PH sensor interfacing

Thread Starter

ANICETH

Joined Feb 21, 2016
6
Hi there
Am working with the project on water quality measurement for fish ponds and i am getting difficulties to work with water conditions on the choice of sensors like PH, turbidity, ammonia and dissolved oxygen. can i get some help there?
 

ian field

Joined Oct 27, 2012
6,536
thank you i understand now, i think the project will go on well
Once I went for an interview at a firm that made PH meters, I didn't get that job, but they showed me round.

The input stage PCBs had guard bands and slots cut in them so condensation etc couldn't influence the readings.
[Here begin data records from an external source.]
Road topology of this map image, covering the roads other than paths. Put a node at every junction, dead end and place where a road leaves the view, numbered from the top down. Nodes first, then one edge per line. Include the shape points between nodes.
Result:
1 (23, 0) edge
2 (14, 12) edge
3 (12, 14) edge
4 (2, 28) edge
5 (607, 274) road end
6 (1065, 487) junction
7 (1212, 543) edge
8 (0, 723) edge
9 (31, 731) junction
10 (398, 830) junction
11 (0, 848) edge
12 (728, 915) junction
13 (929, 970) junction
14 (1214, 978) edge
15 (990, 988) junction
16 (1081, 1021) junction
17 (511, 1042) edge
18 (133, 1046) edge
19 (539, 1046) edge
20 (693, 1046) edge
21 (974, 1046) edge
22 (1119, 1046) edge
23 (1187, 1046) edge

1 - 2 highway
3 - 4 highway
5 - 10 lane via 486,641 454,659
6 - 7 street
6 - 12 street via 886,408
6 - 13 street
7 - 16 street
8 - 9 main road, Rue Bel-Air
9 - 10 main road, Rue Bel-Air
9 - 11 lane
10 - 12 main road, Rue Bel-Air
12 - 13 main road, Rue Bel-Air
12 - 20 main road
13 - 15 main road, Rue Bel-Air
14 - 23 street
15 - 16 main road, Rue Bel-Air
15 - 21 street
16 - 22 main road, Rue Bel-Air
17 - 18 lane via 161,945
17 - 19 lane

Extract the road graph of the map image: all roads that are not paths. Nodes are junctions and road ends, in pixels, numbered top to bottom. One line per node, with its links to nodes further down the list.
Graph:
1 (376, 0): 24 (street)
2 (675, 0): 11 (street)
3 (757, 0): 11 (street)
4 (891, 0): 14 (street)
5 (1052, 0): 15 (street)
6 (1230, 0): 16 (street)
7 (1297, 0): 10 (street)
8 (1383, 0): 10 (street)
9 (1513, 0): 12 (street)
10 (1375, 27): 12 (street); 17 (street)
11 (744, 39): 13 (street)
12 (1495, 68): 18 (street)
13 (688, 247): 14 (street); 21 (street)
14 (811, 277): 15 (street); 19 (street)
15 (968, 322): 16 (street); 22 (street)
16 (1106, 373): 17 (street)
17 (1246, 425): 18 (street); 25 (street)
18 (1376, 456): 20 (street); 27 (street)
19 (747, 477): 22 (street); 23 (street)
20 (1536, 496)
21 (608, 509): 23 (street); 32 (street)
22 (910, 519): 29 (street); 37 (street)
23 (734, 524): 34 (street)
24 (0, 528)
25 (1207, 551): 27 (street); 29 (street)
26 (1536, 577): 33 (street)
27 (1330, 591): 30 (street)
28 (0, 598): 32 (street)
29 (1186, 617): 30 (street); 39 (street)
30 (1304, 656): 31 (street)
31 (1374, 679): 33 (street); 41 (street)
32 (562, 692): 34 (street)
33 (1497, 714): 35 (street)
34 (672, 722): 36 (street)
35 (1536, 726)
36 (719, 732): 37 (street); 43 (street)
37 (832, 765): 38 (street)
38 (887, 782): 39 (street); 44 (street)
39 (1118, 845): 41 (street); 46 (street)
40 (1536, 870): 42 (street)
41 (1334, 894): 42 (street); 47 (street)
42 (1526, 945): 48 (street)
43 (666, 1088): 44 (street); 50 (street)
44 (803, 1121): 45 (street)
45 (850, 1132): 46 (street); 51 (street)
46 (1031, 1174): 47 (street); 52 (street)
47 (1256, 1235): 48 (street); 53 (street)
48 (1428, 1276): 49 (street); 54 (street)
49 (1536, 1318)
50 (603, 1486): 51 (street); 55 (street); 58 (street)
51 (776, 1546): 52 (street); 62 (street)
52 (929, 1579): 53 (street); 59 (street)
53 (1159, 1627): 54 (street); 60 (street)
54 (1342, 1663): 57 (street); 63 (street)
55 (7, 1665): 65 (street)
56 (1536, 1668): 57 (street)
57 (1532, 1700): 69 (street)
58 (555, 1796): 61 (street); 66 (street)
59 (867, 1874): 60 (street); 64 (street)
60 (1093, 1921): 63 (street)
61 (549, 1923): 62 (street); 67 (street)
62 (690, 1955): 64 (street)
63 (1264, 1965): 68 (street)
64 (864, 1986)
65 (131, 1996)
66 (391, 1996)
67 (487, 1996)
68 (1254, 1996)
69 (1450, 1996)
They also used very high input impedance MOS circuitry.

Stick with bought interface equipment unless you really know your stuff.
 

AnalogKid

Joined Aug 1, 2013
11,043
A pH probe basically is a very small battery. Correction - whatever you were thinking, 1/1000th of that. After a pH circuit project, a chemistry lab potentiostat was a breeze.

ak
 

ian field

Joined Oct 27, 2012
6,536
A pH probe basically is a very small battery. Correction - whatever you were thinking, 1/1000th of that. After a pH circuit project, a chemistry lab potentiostat was a breeze.

ak
I guess the firm I interviewed at must've had some good reason for making their product as complex as they did.
 

GopherT

Joined Nov 23, 2012
8,009
There are two paths for an analytical chemist. Either the wet lab or the electronics/instrumentation path. Wet lab methods are considered old school and most grad students walk down the instrumentation path.

I cannot tell you how often you see some new analytical professor or one of his grad students looking for projects (funding) to save another research group money by making instruments in-house. Almost all failed miserably. I've only seen one guy really excel and he was something special. A double major Chem E/EE undergrad working on a PhD in analytical chemistry. He could get the devices designed and built but, in the end, the projects all had some faults - basically prototypes. It is much better to buy something that had a reasonable R&D effort attached and/or experienced people doing the work.